• _DIRECTIONS_
Copy, from the listing, every line in which the string "pinky" is present.

• _RECORDS SHOWN_

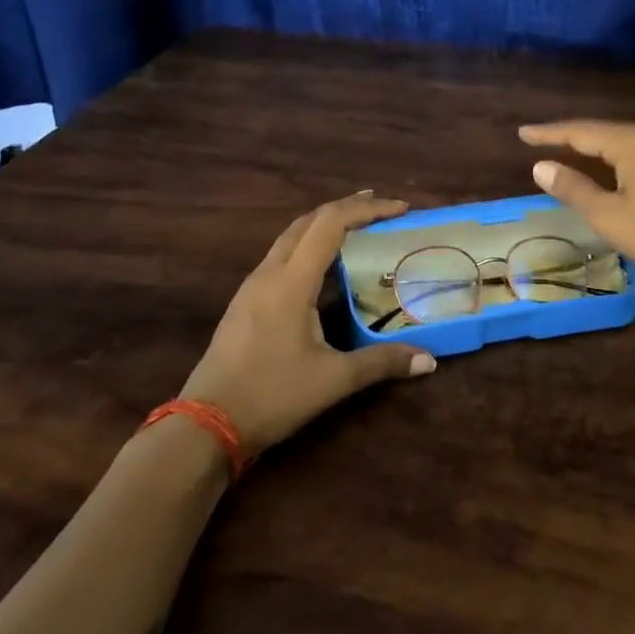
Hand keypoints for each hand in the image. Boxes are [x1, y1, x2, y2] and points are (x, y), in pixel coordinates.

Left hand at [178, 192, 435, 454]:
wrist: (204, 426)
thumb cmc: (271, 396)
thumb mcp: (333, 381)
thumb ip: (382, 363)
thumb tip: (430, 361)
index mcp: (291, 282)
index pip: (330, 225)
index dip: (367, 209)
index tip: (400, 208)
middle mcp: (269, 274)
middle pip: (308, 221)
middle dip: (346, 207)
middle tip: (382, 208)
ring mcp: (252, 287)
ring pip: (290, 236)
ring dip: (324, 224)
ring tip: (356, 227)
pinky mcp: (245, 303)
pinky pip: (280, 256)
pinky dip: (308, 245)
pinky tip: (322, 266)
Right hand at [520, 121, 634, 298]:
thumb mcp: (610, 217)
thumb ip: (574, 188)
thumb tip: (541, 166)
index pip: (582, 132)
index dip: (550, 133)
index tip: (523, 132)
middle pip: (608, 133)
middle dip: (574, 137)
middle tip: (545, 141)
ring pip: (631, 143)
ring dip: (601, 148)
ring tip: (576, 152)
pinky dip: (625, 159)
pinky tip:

• _RESPONSE_
pinky mcp: (245, 303)
pinky pip: (280, 256)
pinky dip: (308, 245)
pinky tip: (322, 266)
pinky dip: (625, 159)
pinky tip:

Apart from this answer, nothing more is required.